Saved entries:
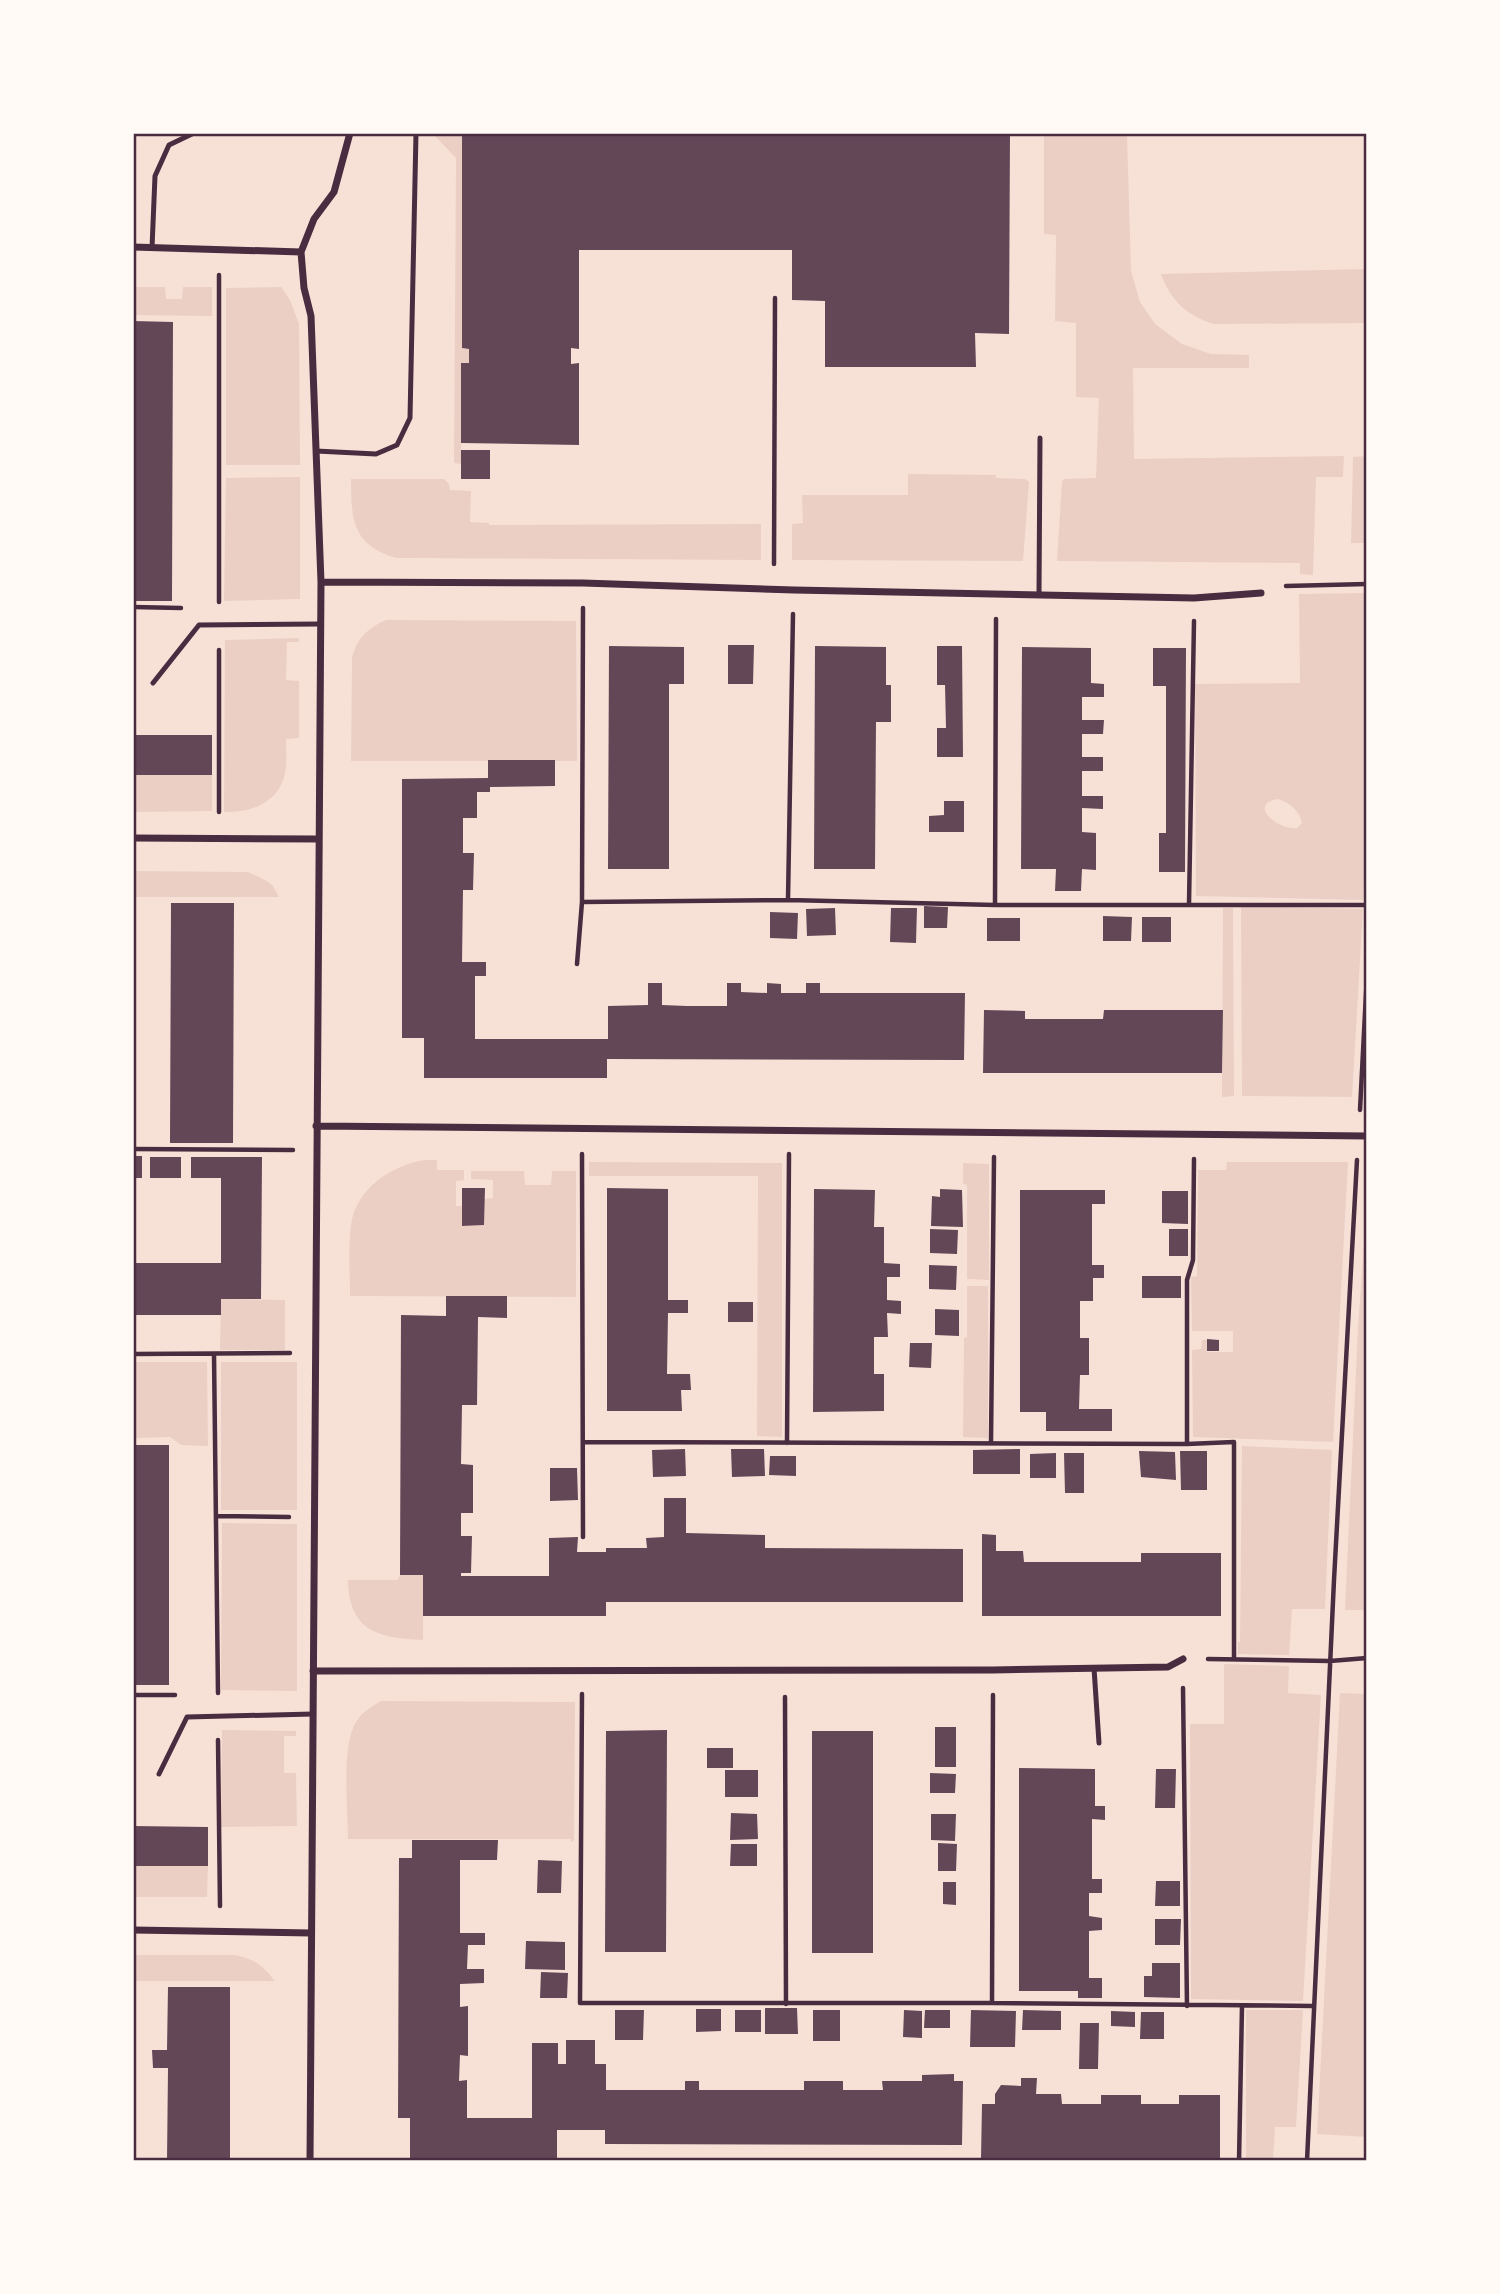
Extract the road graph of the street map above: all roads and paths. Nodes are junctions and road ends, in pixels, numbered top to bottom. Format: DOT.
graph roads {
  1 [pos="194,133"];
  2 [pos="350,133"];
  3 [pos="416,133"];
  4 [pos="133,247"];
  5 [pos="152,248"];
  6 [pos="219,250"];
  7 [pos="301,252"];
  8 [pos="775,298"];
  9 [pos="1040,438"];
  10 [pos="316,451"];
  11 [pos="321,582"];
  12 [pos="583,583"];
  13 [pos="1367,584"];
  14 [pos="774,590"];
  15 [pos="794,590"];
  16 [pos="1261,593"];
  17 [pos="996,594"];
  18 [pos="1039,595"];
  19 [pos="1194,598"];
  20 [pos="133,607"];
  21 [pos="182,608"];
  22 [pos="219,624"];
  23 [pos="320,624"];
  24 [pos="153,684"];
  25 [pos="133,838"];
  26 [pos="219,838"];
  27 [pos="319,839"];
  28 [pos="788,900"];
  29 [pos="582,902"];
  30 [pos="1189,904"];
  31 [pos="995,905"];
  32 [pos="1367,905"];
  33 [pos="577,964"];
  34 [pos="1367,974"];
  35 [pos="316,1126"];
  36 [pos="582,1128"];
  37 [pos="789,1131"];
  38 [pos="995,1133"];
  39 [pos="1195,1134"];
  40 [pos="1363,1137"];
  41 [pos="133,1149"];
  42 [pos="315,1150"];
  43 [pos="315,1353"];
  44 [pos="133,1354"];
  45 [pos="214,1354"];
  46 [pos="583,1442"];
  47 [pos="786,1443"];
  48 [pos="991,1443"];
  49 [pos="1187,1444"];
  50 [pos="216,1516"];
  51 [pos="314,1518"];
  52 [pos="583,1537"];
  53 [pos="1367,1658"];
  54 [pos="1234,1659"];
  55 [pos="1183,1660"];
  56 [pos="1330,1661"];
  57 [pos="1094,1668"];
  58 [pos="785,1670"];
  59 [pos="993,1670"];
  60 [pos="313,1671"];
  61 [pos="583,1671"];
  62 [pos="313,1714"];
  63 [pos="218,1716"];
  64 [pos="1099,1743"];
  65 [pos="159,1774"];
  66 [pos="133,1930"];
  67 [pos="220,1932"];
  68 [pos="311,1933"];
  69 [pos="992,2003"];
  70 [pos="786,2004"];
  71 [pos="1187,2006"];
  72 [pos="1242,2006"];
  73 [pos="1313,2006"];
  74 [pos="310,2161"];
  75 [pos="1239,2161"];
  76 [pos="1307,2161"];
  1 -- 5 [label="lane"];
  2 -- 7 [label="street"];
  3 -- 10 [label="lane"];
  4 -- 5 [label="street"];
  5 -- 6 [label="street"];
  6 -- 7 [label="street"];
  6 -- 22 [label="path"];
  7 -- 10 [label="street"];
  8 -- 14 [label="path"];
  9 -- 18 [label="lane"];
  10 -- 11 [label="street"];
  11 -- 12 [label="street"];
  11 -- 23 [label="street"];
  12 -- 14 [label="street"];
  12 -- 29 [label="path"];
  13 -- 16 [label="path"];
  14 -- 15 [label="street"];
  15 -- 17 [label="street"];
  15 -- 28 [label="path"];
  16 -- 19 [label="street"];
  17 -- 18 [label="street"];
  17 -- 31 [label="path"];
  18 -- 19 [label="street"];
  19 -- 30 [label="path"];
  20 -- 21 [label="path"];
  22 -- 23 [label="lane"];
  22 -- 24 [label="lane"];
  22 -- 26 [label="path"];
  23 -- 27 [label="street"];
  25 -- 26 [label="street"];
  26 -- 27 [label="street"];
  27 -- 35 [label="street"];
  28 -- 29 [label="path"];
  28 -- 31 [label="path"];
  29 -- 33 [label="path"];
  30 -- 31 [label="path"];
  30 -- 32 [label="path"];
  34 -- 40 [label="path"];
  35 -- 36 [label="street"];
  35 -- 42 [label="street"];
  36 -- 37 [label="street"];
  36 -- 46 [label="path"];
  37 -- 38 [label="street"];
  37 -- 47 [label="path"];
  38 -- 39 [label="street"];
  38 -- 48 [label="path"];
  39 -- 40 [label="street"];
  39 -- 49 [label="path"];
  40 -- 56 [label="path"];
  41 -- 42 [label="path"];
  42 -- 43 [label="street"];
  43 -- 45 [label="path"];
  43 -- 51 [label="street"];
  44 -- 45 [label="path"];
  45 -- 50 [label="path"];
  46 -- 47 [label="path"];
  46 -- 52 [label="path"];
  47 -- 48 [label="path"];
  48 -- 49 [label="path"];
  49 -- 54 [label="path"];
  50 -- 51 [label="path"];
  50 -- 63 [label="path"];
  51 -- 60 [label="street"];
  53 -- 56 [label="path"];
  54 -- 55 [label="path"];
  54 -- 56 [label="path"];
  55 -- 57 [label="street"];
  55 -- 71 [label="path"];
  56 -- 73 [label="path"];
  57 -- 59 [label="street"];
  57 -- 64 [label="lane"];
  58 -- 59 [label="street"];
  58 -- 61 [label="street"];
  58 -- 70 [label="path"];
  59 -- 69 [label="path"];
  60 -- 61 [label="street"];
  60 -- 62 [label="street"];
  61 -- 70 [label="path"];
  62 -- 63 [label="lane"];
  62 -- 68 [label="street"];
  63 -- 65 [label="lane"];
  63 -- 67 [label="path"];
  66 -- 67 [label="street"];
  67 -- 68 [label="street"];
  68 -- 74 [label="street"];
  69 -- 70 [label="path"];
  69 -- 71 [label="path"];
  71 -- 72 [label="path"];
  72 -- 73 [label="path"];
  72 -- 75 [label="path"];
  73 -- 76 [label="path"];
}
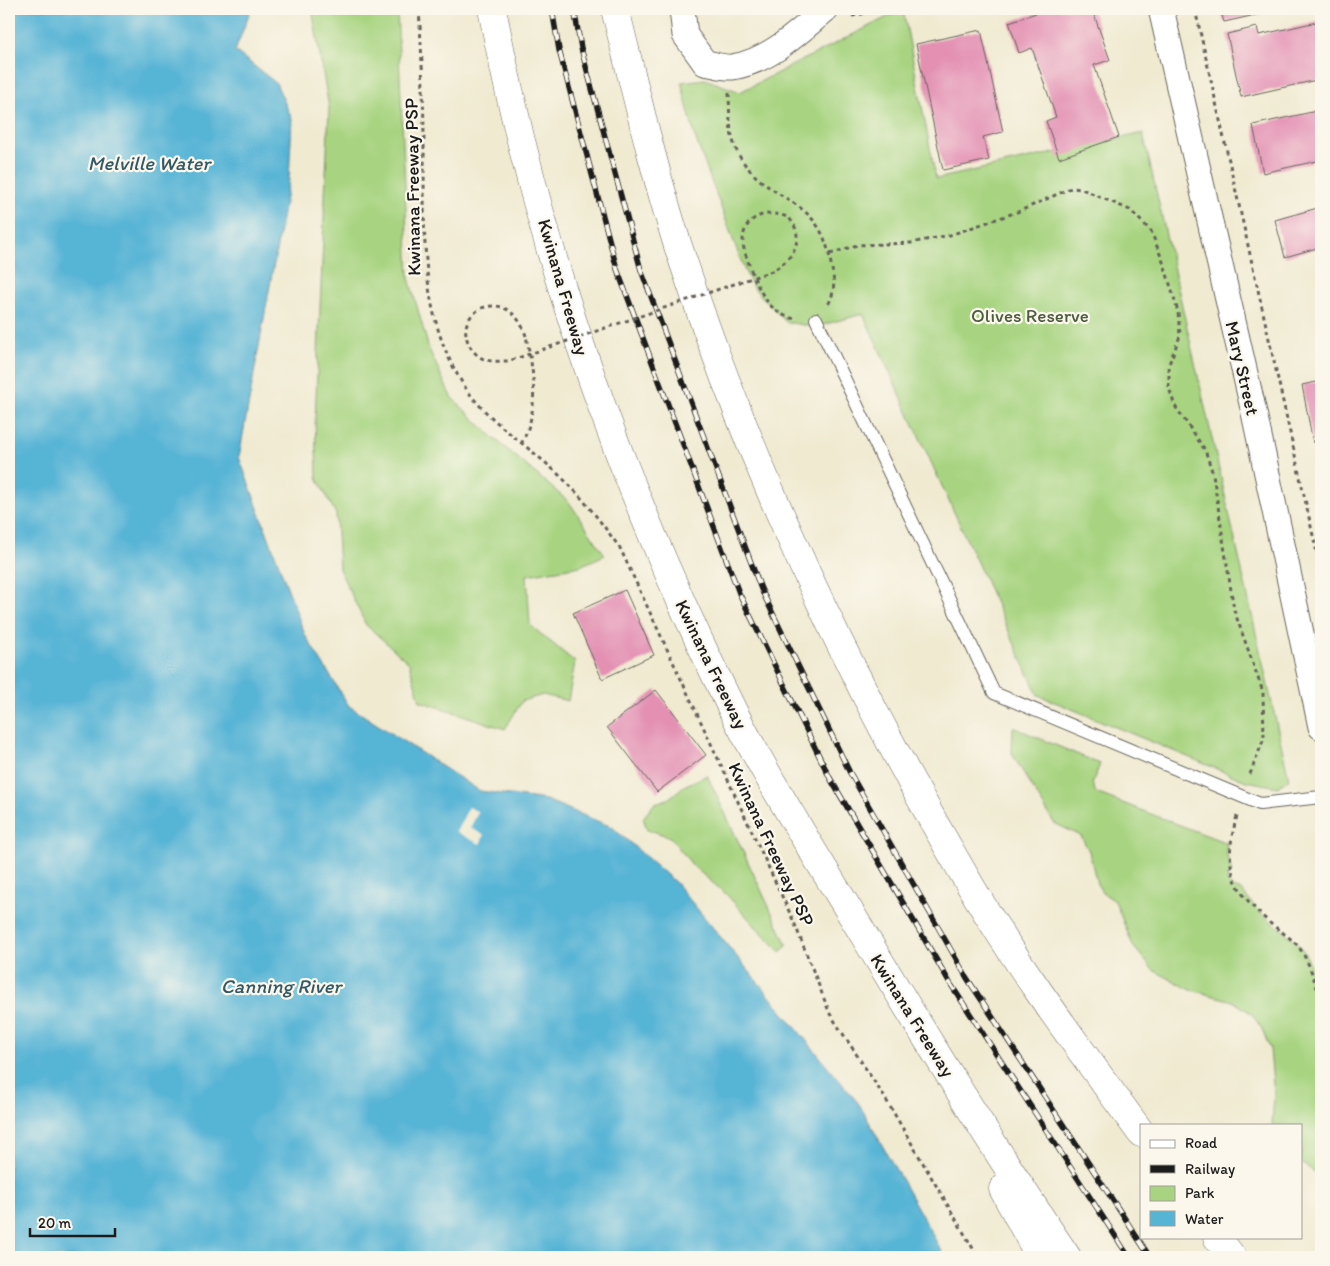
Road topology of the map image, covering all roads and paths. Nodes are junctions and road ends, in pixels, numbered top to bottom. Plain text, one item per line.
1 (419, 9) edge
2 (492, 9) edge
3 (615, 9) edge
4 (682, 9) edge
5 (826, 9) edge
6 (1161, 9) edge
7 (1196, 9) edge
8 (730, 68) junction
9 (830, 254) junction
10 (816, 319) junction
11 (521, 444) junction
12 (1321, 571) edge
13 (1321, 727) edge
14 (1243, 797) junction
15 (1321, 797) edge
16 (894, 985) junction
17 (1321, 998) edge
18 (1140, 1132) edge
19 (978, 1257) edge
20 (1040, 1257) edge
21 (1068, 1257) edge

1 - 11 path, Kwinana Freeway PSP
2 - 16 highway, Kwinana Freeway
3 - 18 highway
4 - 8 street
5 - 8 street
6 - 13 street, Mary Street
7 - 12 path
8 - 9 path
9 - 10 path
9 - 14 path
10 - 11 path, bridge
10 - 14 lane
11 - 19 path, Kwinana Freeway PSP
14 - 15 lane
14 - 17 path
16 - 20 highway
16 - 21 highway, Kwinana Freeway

== WHAT IS NEEDED ==
Each entry, word for word, belongs in your answer; each picture does not.

== EXERCISE RESULT ==
Extract the road graph of the street map above: all roads and paths. Nodes are junctions and road ends, in pixels, numbered top to bottom. Format: DOT.
graph roads {
  1 [pos="194,133"];
  2 [pos="350,133"];
  3 [pos="416,133"];
  4 [pos="133,247"];
  5 [pos="152,248"];
  6 [pos="219,250"];
  7 [pos="301,252"];
  8 [pos="775,298"];
  9 [pos="1040,438"];
  10 [pos="316,451"];
  11 [pos="321,582"];
  12 [pos="583,583"];
  13 [pos="1367,584"];
  14 [pos="774,590"];
  15 [pos="794,590"];
  16 [pos="1261,593"];
  17 [pos="996,594"];
  18 [pos="1039,595"];
  19 [pos="1194,598"];
  20 [pos="133,607"];
  21 [pos="182,608"];
  22 [pos="219,624"];
  23 [pos="320,624"];
  24 [pos="153,684"];
  25 [pos="133,838"];
  26 [pos="219,838"];
  27 [pos="319,839"];
  28 [pos="788,900"];
  29 [pos="582,902"];
  30 [pos="1189,904"];
  31 [pos="995,905"];
  32 [pos="1367,905"];
  33 [pos="577,964"];
  34 [pos="1367,974"];
  35 [pos="316,1126"];
  36 [pos="582,1128"];
  37 [pos="789,1131"];
  38 [pos="995,1133"];
  39 [pos="1195,1134"];
  40 [pos="1363,1137"];
  41 [pos="133,1149"];
  42 [pos="315,1150"];
  43 [pos="315,1353"];
  44 [pos="133,1354"];
  45 [pos="214,1354"];
  46 [pos="583,1442"];
  47 [pos="786,1443"];
  48 [pos="991,1443"];
  49 [pos="1187,1444"];
  50 [pos="216,1516"];
  51 [pos="314,1518"];
  52 [pos="583,1537"];
  53 [pos="1367,1658"];
  54 [pos="1234,1659"];
  55 [pos="1183,1660"];
  56 [pos="1330,1661"];
  57 [pos="1094,1668"];
  58 [pos="785,1670"];
  59 [pos="993,1670"];
  60 [pos="313,1671"];
  61 [pos="583,1671"];
  62 [pos="313,1714"];
  63 [pos="218,1716"];
  64 [pos="1099,1743"];
  65 [pos="159,1774"];
  66 [pos="133,1930"];
  67 [pos="220,1932"];
  68 [pos="311,1933"];
  69 [pos="992,2003"];
  70 [pos="786,2004"];
  71 [pos="1187,2006"];
  72 [pos="1242,2006"];
  73 [pos="1313,2006"];
  74 [pos="310,2161"];
  75 [pos="1239,2161"];
  76 [pos="1307,2161"];
  1 -- 5 [label="lane"];
  2 -- 7 [label="street"];
  3 -- 10 [label="lane"];
  4 -- 5 [label="street"];
  5 -- 6 [label="street"];
  6 -- 7 [label="street"];
  6 -- 22 [label="path"];
  7 -- 10 [label="street"];
  8 -- 14 [label="path"];
  9 -- 18 [label="lane"];
  10 -- 11 [label="street"];
  11 -- 12 [label="street"];
  11 -- 23 [label="street"];
  12 -- 14 [label="street"];
  12 -- 29 [label="path"];
  13 -- 16 [label="path"];
  14 -- 15 [label="street"];
  15 -- 17 [label="street"];
  15 -- 28 [label="path"];
  16 -- 19 [label="street"];
  17 -- 18 [label="street"];
  17 -- 31 [label="path"];
  18 -- 19 [label="street"];
  19 -- 30 [label="path"];
  20 -- 21 [label="path"];
  22 -- 23 [label="lane"];
  22 -- 24 [label="lane"];
  22 -- 26 [label="path"];
  23 -- 27 [label="street"];
  25 -- 26 [label="street"];
  26 -- 27 [label="street"];
  27 -- 35 [label="street"];
  28 -- 29 [label="path"];
  28 -- 31 [label="path"];
  29 -- 33 [label="path"];
  30 -- 31 [label="path"];
  30 -- 32 [label="path"];
  34 -- 40 [label="path"];
  35 -- 36 [label="street"];
  35 -- 42 [label="street"];
  36 -- 37 [label="street"];
  36 -- 46 [label="path"];
  37 -- 38 [label="street"];
  37 -- 47 [label="path"];
  38 -- 39 [label="street"];
  38 -- 48 [label="path"];
  39 -- 40 [label="street"];
  39 -- 49 [label="path"];
  40 -- 56 [label="path"];
  41 -- 42 [label="path"];
  42 -- 43 [label="street"];
  43 -- 45 [label="path"];
  43 -- 51 [label="street"];
  44 -- 45 [label="path"];
  45 -- 50 [label="path"];
  46 -- 47 [label="path"];
  46 -- 52 [label="path"];
  47 -- 48 [label="path"];
  48 -- 49 [label="path"];
  49 -- 54 [label="path"];
  50 -- 51 [label="path"];
  50 -- 63 [label="path"];
  51 -- 60 [label="street"];
  53 -- 56 [label="path"];
  54 -- 55 [label="path"];
  54 -- 56 [label="path"];
  55 -- 57 [label="street"];
  55 -- 71 [label="path"];
  56 -- 73 [label="path"];
  57 -- 59 [label="street"];
  57 -- 64 [label="lane"];
  58 -- 59 [label="street"];
  58 -- 61 [label="street"];
  58 -- 70 [label="path"];
  59 -- 69 [label="path"];
  60 -- 61 [label="street"];
  60 -- 62 [label="street"];
  61 -- 70 [label="path"];
  62 -- 63 [label="lane"];
  62 -- 68 [label="street"];
  63 -- 65 [label="lane"];
  63 -- 67 [label="path"];
  66 -- 67 [label="street"];
  67 -- 68 [label="street"];
  68 -- 74 [label="street"];
  69 -- 70 [label="path"];
  69 -- 71 [label="path"];
  71 -- 72 [label="path"];
  72 -- 73 [label="path"];
  72 -- 75 [label="path"];
  73 -- 76 [label="path"];
}
Road topology of the map image, covering all roads and paths. Nodes are junctions and road ends, in pixels, numbered top to bottom. Plain text, one item per line.
1 (419, 9) edge
2 (492, 9) edge
3 (615, 9) edge
4 (682, 9) edge
5 (826, 9) edge
6 (1161, 9) edge
7 (1196, 9) edge
8 (730, 68) junction
9 (830, 254) junction
10 (816, 319) junction
11 (521, 444) junction
12 (1321, 571) edge
13 (1321, 727) edge
14 (1243, 797) junction
15 (1321, 797) edge
16 (894, 985) junction
17 (1321, 998) edge
18 (1140, 1132) edge
19 (978, 1257) edge
20 (1040, 1257) edge
21 (1068, 1257) edge

1 - 11 path, Kwinana Freeway PSP
2 - 16 highway, Kwinana Freeway
3 - 18 highway
4 - 8 street
5 - 8 street
6 - 13 street, Mary Street
7 - 12 path
8 - 9 path
9 - 10 path
9 - 14 path
10 - 11 path, bridge
10 - 14 lane
11 - 19 path, Kwinana Freeway PSP
14 - 15 lane
14 - 17 path
16 - 20 highway
16 - 21 highway, Kwinana Freeway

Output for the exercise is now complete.